Several misconceptions here.

1. Cotton indeed was an up and down crop. It hit bottom about 1845 @ .06, but by 1860 was at .11, which was significantly higher than the average of the previous two decades. Thus fieldhand slaves, the primary unit of production, topped out in early 1860 at $1800, which wouldn't make sense if the crops this human "machine" produced weren't profitable. See the chart at http://www.newton.mec.edu/angier/ferguson/ferguson96-97/railroad/Slavechart.html

2. The Confederate government implemented an embargo of cotton sales under the mistaken impression that cutting off raw materials to the European factories would force the French and British governments to break the Union blockade or even ally themselves with the Confederacy, not because cotton wasn't profitable. Possibly their single biggest mistake, after secession itself, since throughout 1861 the Union blockade wasn't yet very effective and enormous quantities of cotton could have been sold and used to import arms and other necessities.

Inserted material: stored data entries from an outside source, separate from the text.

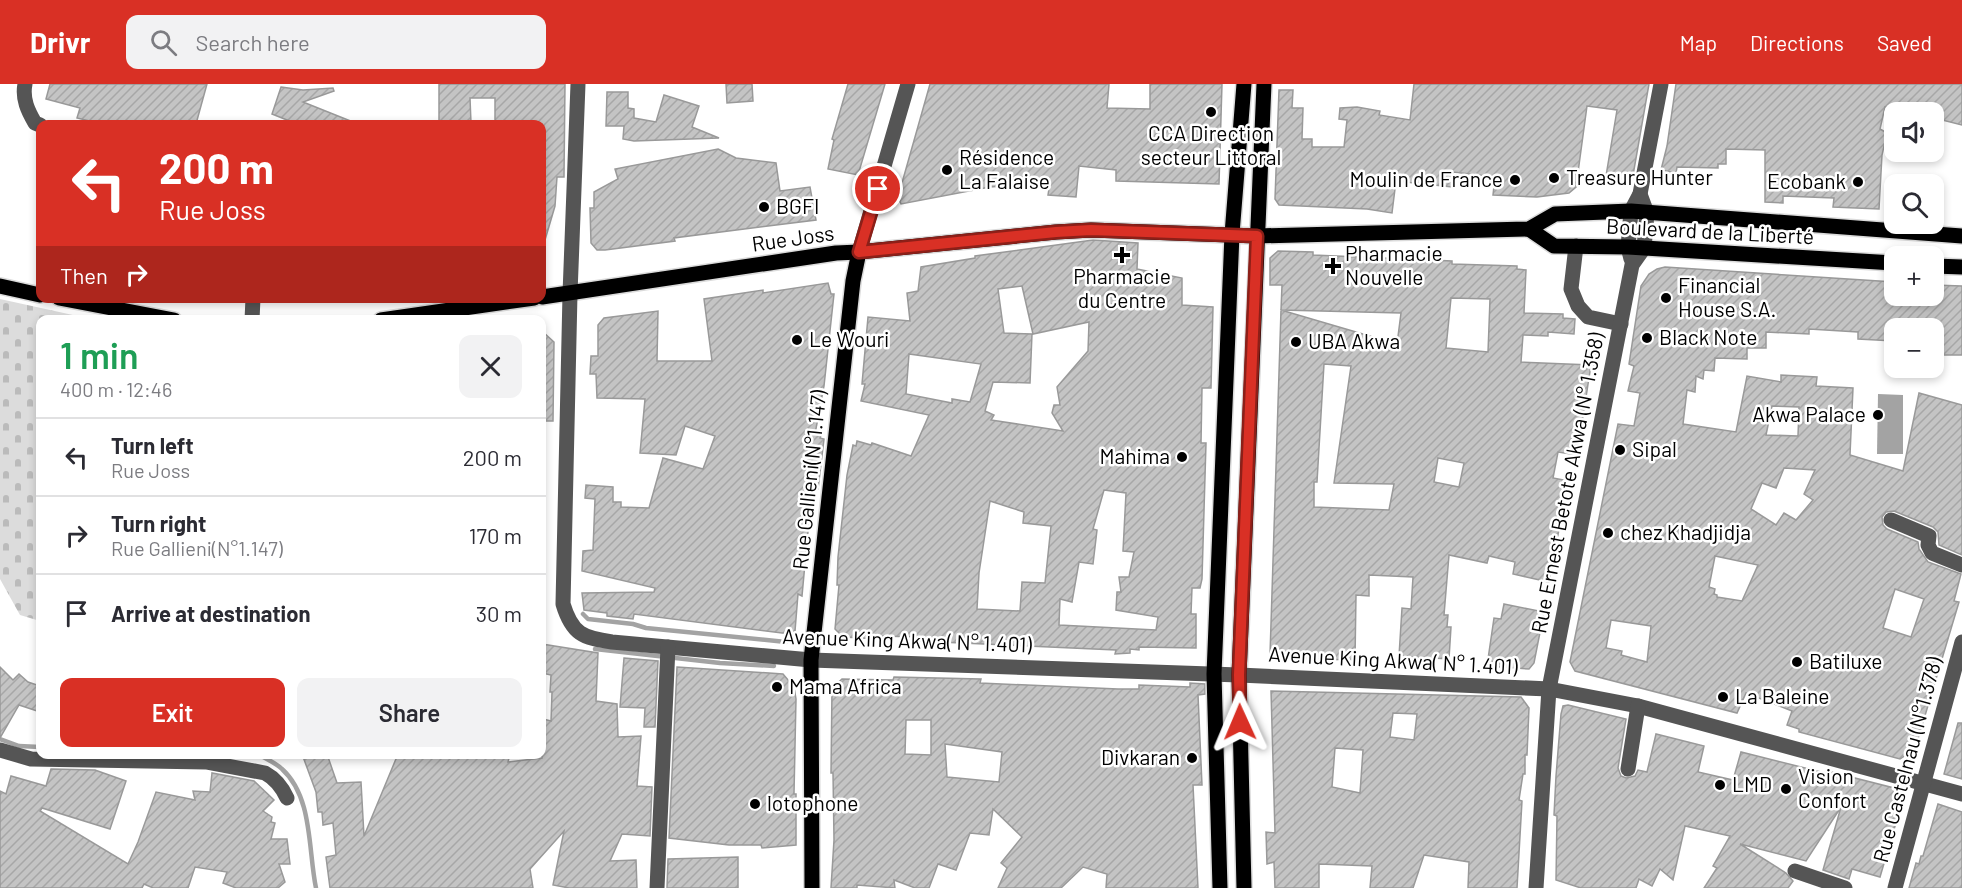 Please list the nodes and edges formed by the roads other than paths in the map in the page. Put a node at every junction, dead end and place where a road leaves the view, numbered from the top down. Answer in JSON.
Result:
{"nodes":[{"id":1,"x":25,"y":84,"type":"edge"},
{"id":2,"x":578,"y":84,"type":"edge"},
{"id":3,"x":908,"y":84,"type":"edge"},
{"id":4,"x":1244,"y":84,"type":"edge"},
{"id":5,"x":1264,"y":84,"type":"edge"},
{"id":6,"x":1661,"y":84,"type":"edge"},
{"id":7,"x":36,"y":123,"type":"edge"},
{"id":8,"x":1639,"y":212,"type":"junction"},
{"id":9,"x":1529,"y":229,"type":"junction"},
{"id":10,"x":1232,"y":234,"type":"junction"},
{"id":11,"x":1257,"y":236,"type":"junction"},
{"id":12,"x":1962,"y":236,"type":"edge"},
{"id":13,"x":1576,"y":246,"type":"junction"},
{"id":14,"x":1628,"y":247,"type":"junction"},
{"id":15,"x":1644,"y":248,"type":"junction"},
{"id":16,"x":859,"y":252,"type":"junction"},
{"id":17,"x":1884,"y":262,"type":"edge"},
{"id":18,"x":1632,"y":265,"type":"junction"},
{"id":19,"x":1944,"y":266,"type":"edge"},
{"id":20,"x":1962,"y":267,"type":"edge"},
{"id":21,"x":0,"y":286,"type":"edge"},
{"id":22,"x":36,"y":294,"type":"edge"},
{"id":23,"x":570,"y":294,"type":"junction"},
{"id":24,"x":546,"y":297,"type":"edge"},
{"id":25,"x":85,"y":303,"type":"edge"},
{"id":26,"x":499,"y":303,"type":"edge"},
{"id":27,"x":148,"y":315,"type":"edge"},
{"id":28,"x":416,"y":315,"type":"edge"},
{"id":29,"x":1621,"y":324,"type":"junction"},
{"id":30,"x":1891,"y":519,"type":"dead end"},
{"id":31,"x":1962,"y":565,"type":"edge"},
{"id":32,"x":1962,"y":642,"type":"edge"},
{"id":33,"x":668,"y":647,"type":"junction"},
{"id":34,"x":812,"y":660,"type":"junction"},
{"id":35,"x":1214,"y":674,"type":"junction"},
{"id":36,"x":1239,"y":675,"type":"junction"},
{"id":37,"x":1549,"y":689,"type":"junction"},
{"id":38,"x":1638,"y":706,"type":"junction"},
{"id":39,"x":0,"y":750,"type":"edge"},
{"id":40,"x":1628,"y":769,"type":"dead end"},
{"id":41,"x":1924,"y":783,"type":"junction"},
{"id":42,"x":1962,"y":794,"type":"edge"},
{"id":43,"x":287,"y":798,"type":"dead end"},
{"id":44,"x":1795,"y":871,"type":"dead end"},
{"id":45,"x":657,"y":888,"type":"edge"},
{"id":46,"x":812,"y":888,"type":"edge"},
{"id":47,"x":1220,"y":888,"type":"edge"},
{"id":48,"x":1244,"y":888,"type":"edge"},
{"id":49,"x":1536,"y":888,"type":"edge"},
{"id":50,"x":1845,"y":888,"type":"edge"},
{"id":51,"x":1895,"y":888,"type":"edge"}],
"edges":[{"from":1,"to":7,"type":"street"},
{"from":2,"to":23,"type":"street"},
{"from":3,"to":16,"type":"street","name":"Rue Gallieni(N°1.147)"},
{"from":4,"to":10,"type":"main road"},
{"from":5,"to":11,"type":"main road"},
{"from":6,"to":8,"type":"street","name":"Rue Ernest Betote Akwa (N° 1.358)"},
{"from":8,"to":9,"type":"main road","name":"Boulevard de la Liberté"},
{"from":8,"to":12,"type":"main road","name":"Boulevard de la Liberté"},
{"from":8,"to":14,"type":"street","name":"Rue Ernest Betote Akwa (N° 1.358)"},
{"from":8,"to":15,"type":"street","name":"Rue Ernest Betote Akwa (N° 1.358)"},
{"from":9,"to":11,"type":"main road","name":"Boulevard de la Liberté"},
{"from":9,"to":13,"type":"main road","name":"Boulevard de la Liberté"},
{"from":10,"to":11,"type":"main road","name":"Boulevard de la Liberté"},
{"from":10,"to":16,"type":"main road","name":"Rue Joss"},
{"from":10,"to":35,"type":"main road"},
{"from":11,"to":36,"type":"main road"},
{"from":13,"to":14,"type":"main road","name":"Boulevard de la Liberté"},
{"from":13,"to":29,"type":"street"},
{"from":14,"to":15,"type":"main road","name":"Boulevard de la Liberté"},
{"from":14,"to":18,"type":"street","name":"Rue Ernest Betote Akwa (N° 1.358)"},
{"from":15,"to":17,"type":"main road","name":"Boulevard de la Liberté"},
{"from":15,"to":18,"type":"street","name":"Rue Ernest Betote Akwa (N° 1.358)"},
{"from":16,"to":23,"type":"main road","name":"Rue Joss"},
{"from":16,"to":34,"type":"main road","name":"Rue Gallieni(N°1.147)"},
{"from":18,"to":29,"type":"street","name":"Rue Ernest Betote Akwa (N° 1.358)"},
{"from":19,"to":20,"type":"main road"},
{"from":21,"to":22,"type":"main road"},
{"from":23,"to":24,"type":"main road","name":"Rue Joss"},
{"from":23,"to":33,"type":"street","name":"Avenue King Akwa( N° 1.401)"},
{"from":25,"to":27,"type":"main road"},
{"from":26,"to":28,"type":"main road"},
{"from":29,"to":37,"type":"street","name":"Rue Ernest Betote Akwa (N° 1.358)"},
{"from":30,"to":31,"type":"street"},
{"from":32,"to":41,"type":"street","name":"Rue Castelnau (N°1.378)"},
{"from":33,"to":34,"type":"street","name":"Avenue King Akwa( N° 1.401)"},
{"from":33,"to":45,"type":"street"},
{"from":34,"to":35,"type":"street","name":"Avenue King Akwa( N° 1.401)"},
{"from":34,"to":46,"type":"main road","name":"Rue Gallieni(N°1.147)"},
{"from":35,"to":36,"type":"street","name":"Avenue King Akwa( N° 1.401)"},
{"from":35,"to":47,"type":"main road"},
{"from":36,"to":37,"type":"street","name":"Avenue King Akwa( N° 1.401)"},
{"from":36,"to":48,"type":"main road"},
{"from":37,"to":38,"type":"street","name":"Avenue King Akwa( N° 1.401)"},
{"from":37,"to":49,"type":"street","name":"Rue Ernest Betote Akwa (N° 1.358)"},
{"from":38,"to":40,"type":"street"},
{"from":38,"to":41,"type":"street","name":"Avenue King Akwa( N° 1.401)"},
{"from":39,"to":43,"type":"street"},
{"from":41,"to":42,"type":"street","name":"Avenue King Akwa( N° 1.401)"},
{"from":41,"to":51,"type":"street","name":"Rue Castelnau (N°1.378)"},
{"from":44,"to":50,"type":"street"}]}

What the southern leaders didn't realize was that most English factory workers were willing to undergo the greatest privation rather than do anything to support a slaveholding system, and the enormous market price of cotton after the blockade took hold quickly stimulated alternate centers of production, notably in Egypt and India.

In addition, the restriction on supply caused by the very existence of the blockade (however ineffective) would have inherently driven the market price upward, especially taking into account nervous manufacturers who wanted to hoard supplies for a highly uncertain future. I haven't been able to find a source, but I bet the market price of cotton climbed dramatically throughout 1861.

In common with other mistakes the South made, this indicates a grave inability to see facts clearly. They fell prey to the very common mistake of believing their own propaganda about the world-shaking power of "King Cotton." (Not to mention the ability of one southerner to whip any necessary number of Yankees in battle.)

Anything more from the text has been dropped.